*** EXCERPTED DATA ***

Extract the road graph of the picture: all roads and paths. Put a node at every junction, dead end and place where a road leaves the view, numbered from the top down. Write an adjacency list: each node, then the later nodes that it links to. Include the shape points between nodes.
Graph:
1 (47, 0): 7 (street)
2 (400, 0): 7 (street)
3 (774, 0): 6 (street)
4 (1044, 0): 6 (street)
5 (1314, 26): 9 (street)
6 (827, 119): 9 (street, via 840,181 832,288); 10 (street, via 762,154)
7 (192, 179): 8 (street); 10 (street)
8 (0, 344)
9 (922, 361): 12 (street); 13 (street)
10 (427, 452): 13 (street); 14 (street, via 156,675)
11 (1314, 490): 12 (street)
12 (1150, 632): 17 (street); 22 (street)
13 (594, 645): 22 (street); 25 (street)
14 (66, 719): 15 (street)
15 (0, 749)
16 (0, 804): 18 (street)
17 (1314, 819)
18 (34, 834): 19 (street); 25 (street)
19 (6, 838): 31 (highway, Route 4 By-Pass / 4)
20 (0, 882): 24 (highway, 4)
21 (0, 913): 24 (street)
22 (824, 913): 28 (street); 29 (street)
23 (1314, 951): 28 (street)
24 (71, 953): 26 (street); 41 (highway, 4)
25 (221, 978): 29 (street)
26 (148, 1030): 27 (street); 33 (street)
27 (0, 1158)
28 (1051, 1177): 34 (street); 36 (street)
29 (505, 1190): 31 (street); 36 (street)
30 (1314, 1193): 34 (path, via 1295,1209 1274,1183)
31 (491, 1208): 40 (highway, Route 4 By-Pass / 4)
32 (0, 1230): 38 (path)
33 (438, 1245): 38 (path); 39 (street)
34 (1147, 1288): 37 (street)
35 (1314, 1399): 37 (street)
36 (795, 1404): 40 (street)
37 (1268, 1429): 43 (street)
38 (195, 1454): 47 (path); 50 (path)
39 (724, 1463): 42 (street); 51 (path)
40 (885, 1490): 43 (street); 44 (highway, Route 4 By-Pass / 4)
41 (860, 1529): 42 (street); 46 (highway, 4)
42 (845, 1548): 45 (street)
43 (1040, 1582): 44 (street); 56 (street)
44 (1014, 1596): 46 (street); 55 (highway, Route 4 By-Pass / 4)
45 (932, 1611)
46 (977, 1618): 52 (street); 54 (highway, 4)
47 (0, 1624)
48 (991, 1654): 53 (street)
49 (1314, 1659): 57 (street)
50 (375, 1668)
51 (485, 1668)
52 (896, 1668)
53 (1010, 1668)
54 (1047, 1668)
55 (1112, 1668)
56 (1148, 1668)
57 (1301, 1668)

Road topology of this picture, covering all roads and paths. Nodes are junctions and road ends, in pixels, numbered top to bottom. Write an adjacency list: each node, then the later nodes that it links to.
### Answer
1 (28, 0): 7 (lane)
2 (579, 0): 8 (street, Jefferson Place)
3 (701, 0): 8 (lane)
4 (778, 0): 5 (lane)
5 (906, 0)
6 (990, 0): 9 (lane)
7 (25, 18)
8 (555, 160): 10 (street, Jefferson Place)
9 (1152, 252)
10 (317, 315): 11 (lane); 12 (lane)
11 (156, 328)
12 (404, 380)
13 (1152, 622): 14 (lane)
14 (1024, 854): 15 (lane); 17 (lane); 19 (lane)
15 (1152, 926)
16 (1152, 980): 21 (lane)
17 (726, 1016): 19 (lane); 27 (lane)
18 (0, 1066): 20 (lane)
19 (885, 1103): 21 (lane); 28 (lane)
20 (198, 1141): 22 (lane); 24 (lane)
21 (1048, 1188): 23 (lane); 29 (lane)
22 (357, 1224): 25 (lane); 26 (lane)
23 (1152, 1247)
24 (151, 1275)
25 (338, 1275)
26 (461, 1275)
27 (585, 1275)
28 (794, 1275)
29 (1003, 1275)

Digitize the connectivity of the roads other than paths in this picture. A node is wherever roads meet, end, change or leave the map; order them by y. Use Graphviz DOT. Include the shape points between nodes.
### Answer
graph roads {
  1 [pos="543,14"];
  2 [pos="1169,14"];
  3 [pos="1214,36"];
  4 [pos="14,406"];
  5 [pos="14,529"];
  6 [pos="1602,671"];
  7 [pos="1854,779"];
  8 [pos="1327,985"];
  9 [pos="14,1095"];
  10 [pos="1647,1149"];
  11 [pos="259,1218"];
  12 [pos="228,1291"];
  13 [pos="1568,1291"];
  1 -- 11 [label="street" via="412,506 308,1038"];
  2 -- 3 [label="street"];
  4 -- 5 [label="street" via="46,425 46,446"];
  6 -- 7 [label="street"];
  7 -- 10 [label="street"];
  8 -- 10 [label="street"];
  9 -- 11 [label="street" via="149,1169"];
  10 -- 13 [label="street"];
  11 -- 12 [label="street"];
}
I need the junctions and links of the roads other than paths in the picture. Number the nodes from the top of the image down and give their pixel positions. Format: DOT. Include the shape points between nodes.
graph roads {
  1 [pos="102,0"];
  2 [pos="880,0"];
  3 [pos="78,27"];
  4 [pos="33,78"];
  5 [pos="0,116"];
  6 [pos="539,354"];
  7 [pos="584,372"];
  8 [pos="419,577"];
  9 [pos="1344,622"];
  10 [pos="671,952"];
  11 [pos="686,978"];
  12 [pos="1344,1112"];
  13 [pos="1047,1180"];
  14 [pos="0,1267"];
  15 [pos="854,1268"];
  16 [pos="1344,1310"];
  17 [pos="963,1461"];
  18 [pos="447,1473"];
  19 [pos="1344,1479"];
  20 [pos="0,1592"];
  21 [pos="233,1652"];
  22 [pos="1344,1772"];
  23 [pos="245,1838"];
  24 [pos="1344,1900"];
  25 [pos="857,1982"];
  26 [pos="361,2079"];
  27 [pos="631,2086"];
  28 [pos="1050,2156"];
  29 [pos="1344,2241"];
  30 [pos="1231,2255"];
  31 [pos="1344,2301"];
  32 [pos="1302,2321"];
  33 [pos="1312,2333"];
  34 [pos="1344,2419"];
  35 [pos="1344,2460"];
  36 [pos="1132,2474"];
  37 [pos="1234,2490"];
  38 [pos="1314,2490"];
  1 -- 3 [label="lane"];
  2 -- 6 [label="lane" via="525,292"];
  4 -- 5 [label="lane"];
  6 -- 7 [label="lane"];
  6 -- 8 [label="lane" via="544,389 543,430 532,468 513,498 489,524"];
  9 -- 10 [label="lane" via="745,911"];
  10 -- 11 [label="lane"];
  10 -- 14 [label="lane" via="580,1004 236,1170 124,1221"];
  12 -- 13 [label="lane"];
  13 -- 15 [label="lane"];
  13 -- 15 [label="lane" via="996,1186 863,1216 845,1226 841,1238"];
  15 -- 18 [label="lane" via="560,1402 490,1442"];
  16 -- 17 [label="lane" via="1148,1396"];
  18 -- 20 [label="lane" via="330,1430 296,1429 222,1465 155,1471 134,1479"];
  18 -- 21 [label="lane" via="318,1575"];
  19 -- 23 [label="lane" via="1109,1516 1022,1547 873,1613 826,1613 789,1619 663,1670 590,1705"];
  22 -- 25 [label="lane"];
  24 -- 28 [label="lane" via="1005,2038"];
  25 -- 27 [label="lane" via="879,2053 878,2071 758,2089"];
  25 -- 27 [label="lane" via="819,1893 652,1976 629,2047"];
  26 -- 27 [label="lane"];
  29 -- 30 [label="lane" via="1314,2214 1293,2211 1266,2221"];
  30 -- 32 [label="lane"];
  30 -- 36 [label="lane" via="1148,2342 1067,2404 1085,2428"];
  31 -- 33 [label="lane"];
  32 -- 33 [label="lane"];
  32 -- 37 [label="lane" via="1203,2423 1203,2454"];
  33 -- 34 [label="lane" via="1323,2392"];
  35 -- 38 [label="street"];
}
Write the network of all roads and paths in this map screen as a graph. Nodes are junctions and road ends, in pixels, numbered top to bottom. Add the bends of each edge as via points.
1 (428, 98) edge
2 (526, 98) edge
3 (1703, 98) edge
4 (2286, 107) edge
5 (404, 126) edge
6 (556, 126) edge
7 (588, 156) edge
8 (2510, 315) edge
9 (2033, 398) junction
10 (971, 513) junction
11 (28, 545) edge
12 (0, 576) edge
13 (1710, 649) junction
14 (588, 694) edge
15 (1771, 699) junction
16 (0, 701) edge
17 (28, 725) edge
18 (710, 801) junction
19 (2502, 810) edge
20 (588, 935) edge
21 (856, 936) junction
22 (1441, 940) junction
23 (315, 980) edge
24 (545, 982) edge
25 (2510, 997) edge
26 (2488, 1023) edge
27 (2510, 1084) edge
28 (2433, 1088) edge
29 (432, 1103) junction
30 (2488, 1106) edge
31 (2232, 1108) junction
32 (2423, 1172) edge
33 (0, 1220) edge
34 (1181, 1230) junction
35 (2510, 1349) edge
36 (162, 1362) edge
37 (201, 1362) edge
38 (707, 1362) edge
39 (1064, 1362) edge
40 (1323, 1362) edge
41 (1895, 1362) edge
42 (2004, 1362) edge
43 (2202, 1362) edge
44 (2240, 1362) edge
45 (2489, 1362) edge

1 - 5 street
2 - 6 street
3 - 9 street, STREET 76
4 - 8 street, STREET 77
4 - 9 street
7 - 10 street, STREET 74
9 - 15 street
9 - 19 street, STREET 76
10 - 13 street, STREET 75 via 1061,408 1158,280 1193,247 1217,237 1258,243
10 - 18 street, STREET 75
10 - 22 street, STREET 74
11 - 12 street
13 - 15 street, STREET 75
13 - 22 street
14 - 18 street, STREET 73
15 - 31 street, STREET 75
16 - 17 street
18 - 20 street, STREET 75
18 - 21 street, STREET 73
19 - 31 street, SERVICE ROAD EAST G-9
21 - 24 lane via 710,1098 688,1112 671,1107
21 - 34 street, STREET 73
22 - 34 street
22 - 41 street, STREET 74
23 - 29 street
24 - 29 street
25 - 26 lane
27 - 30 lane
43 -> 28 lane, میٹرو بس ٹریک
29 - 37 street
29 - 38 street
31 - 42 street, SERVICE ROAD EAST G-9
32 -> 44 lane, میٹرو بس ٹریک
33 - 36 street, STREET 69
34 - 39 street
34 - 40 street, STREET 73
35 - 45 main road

*** End of EXCERPTED DATA ***

Among the lines above, count those containing the string "Jefferson"; please give the count alone.

### YOUR RESPONSE
2